### THE TASK:
In the lines below, count those containing the word "Tammitie" and give the number alone.
─── SOURCE INFORMATION
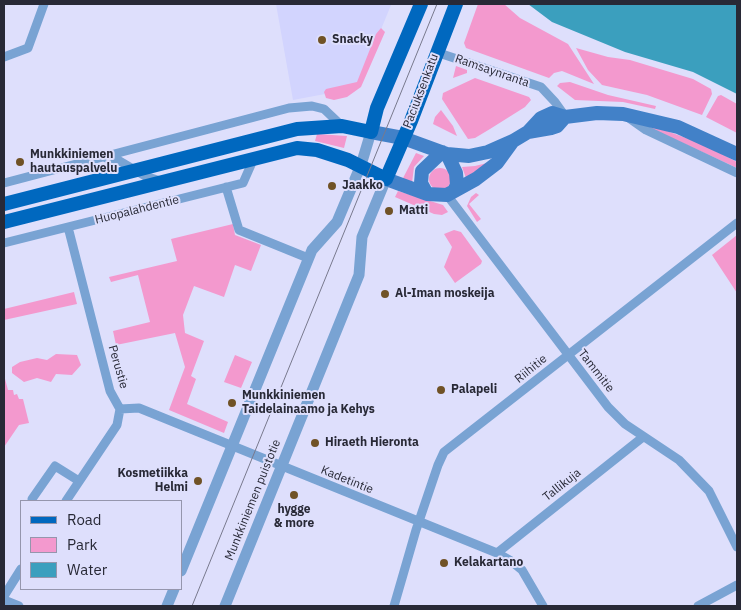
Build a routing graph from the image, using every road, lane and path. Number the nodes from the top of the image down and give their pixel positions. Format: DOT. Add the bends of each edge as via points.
graph roads {
  1 [pos="44,4"];
  2 [pos="421,4"];
  3 [pos="456,4"];
  4 [pos="436,52"];
  5 [pos="4,57"];
  6 [pos="623,114"];
  7 [pos="565,117"];
  8 [pos="342,126"];
  9 [pos="371,132"];
  10 [pos="403,138"];
  11 [pos="514,141"];
  12 [pos="445,153"];
  13 [pos="737,154"];
  14 [pos="106,158"];
  15 [pos="254,158"];
  16 [pos="361,165"];
  17 [pos="134,170"];
  18 [pos="737,173"];
  19 [pos="386,179"];
  20 [pos="162,182"];
  21 [pos="4,183"];
  22 [pos="226,187"];
  23 [pos="451,193"];
  24 [pos="426,194"];
  25 [pos="4,204"];
  26 [pos="4,222"];
  27 [pos="737,223"];
  28 [pos="68,227"];
  29 [pos="4,243"];
  30 [pos="308,258"];
  31 [pos="567,355"];
  32 [pos="120,409"];
  33 [pos="643,437"];
  34 [pos="232,446"];
  35 [pos="281,466"];
  36 [pos="79,481"];
  37 [pos="32,499"];
  38 [pos="67,500"];
  39 [pos="419,522"];
  40 [pos="737,547"];
  41 [pos="497,553"];
  42 [pos="182,569"];
  43 [pos="20,572"];
  44 [pos="737,585"];
  45 [pos="174,590"];
  46 [pos="4,596"];
  47 [pos="4,600"];
  48 [pos="19,606"];
  49 [pos="167,606"];
  50 [pos="225,606"];
  51 [pos="394,606"];
  52 [pos="543,606"];
  53 [pos="698,606"];
  1 -- 5 [label="street" via="28,48"];
  2 -- 9 [label="main road" via="377,108"];
  3 -- 4 [label="main road, Paciuksenkatu"];
  4 -- 7 [label="street, Ramsaynranta" via="540,87"];
  4 -- 10 [label="main road, Paciuksenkatu"];
  6 -- 7 [label="main road"];
  6 -- 13 [label="main road" via="678,127"];
  6 -- 18 [label="street" via="646,130"];
  7 -- 11 [label="main road" via="552,113 546,115"];
  8 -- 9 [label="main road"];
  8 -- 14 [label="street" via="324,109 312,106 289,108"];
  8 -- 17 [label="main road" via="298,129"];
  9 -- 10 [label="main road"];
  9 -- 16 [label="street"];
  10 -- 12 [label="main road"];
  10 -- 19 [label="main road, Paciuksenkatu"];
  11 -- 12 [label="main road" via="478,155"];
  11 -- 23 [label="main road" via="497,163"];
  12 -- 23 [label="main road" via="456,173 457,185"];
  12 -- 24 [label="main road" via="422,171 421,183"];
  14 -- 17 [label="street, Huopalahdentie" via="118,160"];
  14 -- 21 [label="street"];
  15 -- 16 [label="main road, Huopalahdentie" via="307,149"];
  15 -- 20 [label="main road, Huopalahdentie"];
  15 -- 22 [label="street, Huopalahdentie" via="243,183"];
  16 -- 19 [label="main road, Huopalahdentie"];
  16 -- 30 [label="street" via="337,222"];
  17 -- 20 [label="street, Huopalahdentie"];
  17 -- 25 [label="main road"];
  19 -- 24 [label="main road"];
  19 -- 35 [label="street, Munkkiniemen puistotie" via="362,238 359,274"];
  20 -- 26 [label="main road, Huopalahdentie"];
  22 -- 28 [label="street, Huopalahdentie"];
  22 -- 30 [label="street" via="239,230"];
  23 -- 24 [label="main road"];
  23 -- 31 [label="street, Tammitie"];
  27 -- 31 [label="street, Riihitie"];
  28 -- 29 [label="street, Huopalahdentie"];
  28 -- 32 [label="street, Perustie" via="110,391"];
  30 -- 34 [label="street"];
  31 -- 33 [label="street, Tammitie" via="608,407"];
  31 -- 39 [label="street, Riihitie" via="444,452"];
  32 -- 34 [label="street, Kadetintie" via="139,408"];
  32 -- 36 [label="street, Perustie" via="117,425"];
  33 -- 40 [label="street, Tammitie" via="679,460 709,492"];
  33 -- 41 [label="street, Tallikuja"];
  34 -- 35 [label="street, Kadetintie"];
  34 -- 42 [label="street"];
  35 -- 39 [label="street, Kadetintie"];
  35 -- 50 [label="street, Munkkiniemen puistotie"];
  36 -- 37 [label="street" via="55,466"];
  36 -- 38 [label="street, Perustie"];
  39 -- 41 [label="street, Kadetintie"];
  39 -- 51 [label="street, Riihitie"];
  41 -- 52 [label="street, Kadetintie" via="522,570"];
  43 -- 46 [label="street"];
  44 -- 53 [label="street"];
  45 -- 49 [label="street"];
  47 -- 48 [label="street"];
}
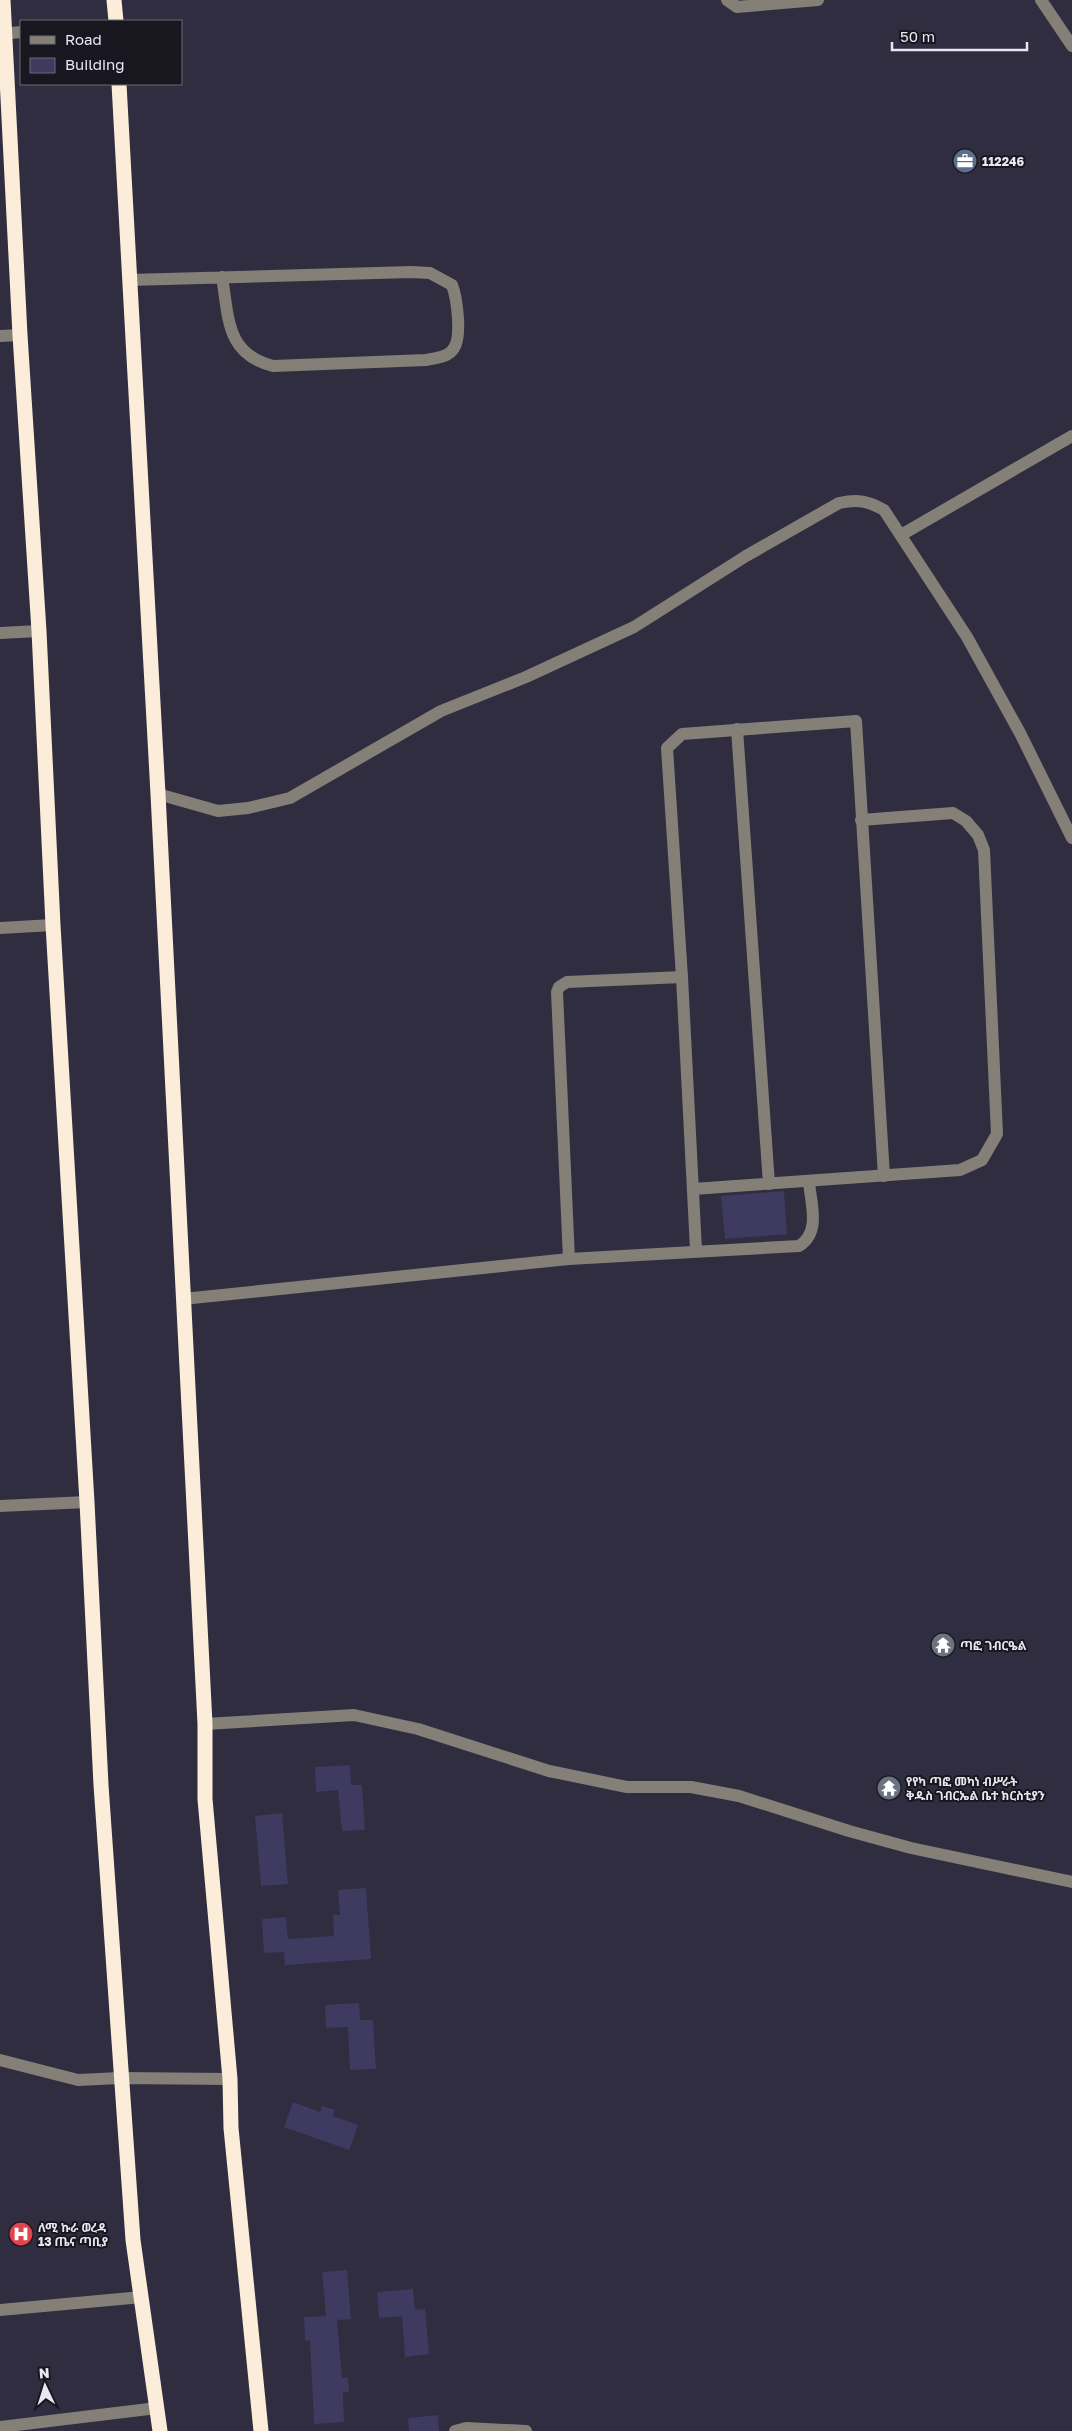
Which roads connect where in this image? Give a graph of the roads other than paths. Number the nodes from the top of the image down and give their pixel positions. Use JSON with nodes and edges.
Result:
{"nodes":[{"id":1,"x":4,"y":0,"type":"edge"},
{"id":2,"x":114,"y":0,"type":"edge"},
{"id":3,"x":727,"y":0,"type":"edge"},
{"id":4,"x":818,"y":0,"type":"edge"},
{"id":5,"x":1041,"y":0,"type":"edge"},
{"id":6,"x":790,"y":1,"type":"edge"},
{"id":7,"x":116,"y":20,"type":"edge"},
{"id":8,"x":20,"y":32,"type":"edge"},
{"id":9,"x":3,"y":34,"type":"edge"},
{"id":10,"x":1072,"y":46,"type":"edge"},
{"id":11,"x":119,"y":85,"type":"edge"},
{"id":12,"x":222,"y":277,"type":"junction"},
{"id":13,"x":129,"y":280,"type":"junction"},
{"id":14,"x":20,"y":334,"type":"junction"},
{"id":15,"x":0,"y":336,"type":"edge"},
{"id":16,"x":1071,"y":439,"type":"edge"},
{"id":17,"x":901,"y":535,"type":"junction"},
{"id":18,"x":39,"y":631,"type":"junction"},
{"id":19,"x":0,"y":633,"type":"edge"},
{"id":20,"x":737,"y":729,"type":"junction"},
{"id":21,"x":158,"y":794,"type":"junction"},
{"id":22,"x":861,"y":820,"type":"junction"},
{"id":23,"x":1072,"y":838,"type":"edge"},
{"id":24,"x":53,"y":925,"type":"junction"},
{"id":25,"x":0,"y":928,"type":"edge"},
{"id":26,"x":682,"y":977,"type":"junction"},
{"id":27,"x":884,"y":1176,"type":"junction"},
{"id":28,"x":809,"y":1182,"type":"junction"},
{"id":29,"x":769,"y":1184,"type":"junction"},
{"id":30,"x":693,"y":1190,"type":"junction"},
{"id":31,"x":696,"y":1250,"type":"junction"},
{"id":32,"x":569,"y":1259,"type":"junction"},
{"id":33,"x":183,"y":1299,"type":"junction"},
{"id":34,"x":87,"y":1502,"type":"junction"},
{"id":35,"x":0,"y":1506,"type":"edge"},
{"id":36,"x":205,"y":1724,"type":"junction"},
{"id":37,"x":1072,"y":1882,"type":"edge"},
{"id":38,"x":0,"y":2060,"type":"edge"},
{"id":39,"x":120,"y":2078,"type":"junction"},
{"id":40,"x":230,"y":2079,"type":"junction"},
{"id":41,"x":142,"y":2298,"type":"junction"},
{"id":42,"x":0,"y":2310,"type":"edge"},
{"id":43,"x":157,"y":2408,"type":"junction"},
{"id":44,"x":0,"y":2427,"type":"edge"},
{"id":45,"x":160,"y":2431,"type":"edge"},
{"id":46,"x":261,"y":2431,"type":"edge"},
{"id":47,"x":456,"y":2431,"type":"edge"},
{"id":48,"x":526,"y":2431,"type":"edge"}],
"edges":[{"from":1,"to":9,"type":"highway"},
{"from":2,"to":7,"type":"highway"},
{"from":3,"to":6,"type":"street"},
{"from":4,"to":6,"type":"street"},
{"from":5,"to":10,"type":"street"},
{"from":8,"to":9,"type":"street"},
{"from":9,"to":14,"type":"highway"},
{"from":11,"to":13,"type":"highway"},
{"from":12,"to":12,"type":"street"},
{"from":12,"to":13,"type":"street"},
{"from":13,"to":21,"type":"highway"},
{"from":14,"to":15,"type":"street"},
{"from":14,"to":18,"type":"highway"},
{"from":16,"to":17,"type":"street"},
{"from":17,"to":21,"type":"street"},
{"from":17,"to":23,"type":"street"},
{"from":18,"to":19,"type":"street"},
{"from":18,"to":24,"type":"highway"},
{"from":20,"to":22,"type":"street"},
{"from":20,"to":26,"type":"street"},
{"from":20,"to":29,"type":"street"},
{"from":21,"to":33,"type":"highway"},
{"from":22,"to":27,"type":"street"},
{"from":22,"to":27,"type":"street"},
{"from":24,"to":25,"type":"street"},
{"from":24,"to":34,"type":"highway"},
{"from":26,"to":30,"type":"street"},
{"from":26,"to":32,"type":"street"},
{"from":27,"to":28,"type":"street"},
{"from":28,"to":29,"type":"street"},
{"from":28,"to":31,"type":"street"},
{"from":29,"to":30,"type":"street"},
{"from":30,"to":31,"type":"street"},
{"from":31,"to":32,"type":"street"},
{"from":32,"to":33,"type":"street"},
{"from":33,"to":36,"type":"highway"},
{"from":34,"to":35,"type":"street"},
{"from":34,"to":39,"type":"highway"},
{"from":36,"to":37,"type":"street"},
{"from":36,"to":40,"type":"highway"},
{"from":38,"to":39,"type":"street"},
{"from":39,"to":40,"type":"street"},
{"from":39,"to":41,"type":"highway"},
{"from":40,"to":46,"type":"highway"},
{"from":41,"to":42,"type":"street"},
{"from":41,"to":43,"type":"highway"},
{"from":43,"to":44,"type":"street"},
{"from":43,"to":45,"type":"highway"},
{"from":47,"to":48,"type":"street"}]}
──────
### WRITTEN SOLUTION:
3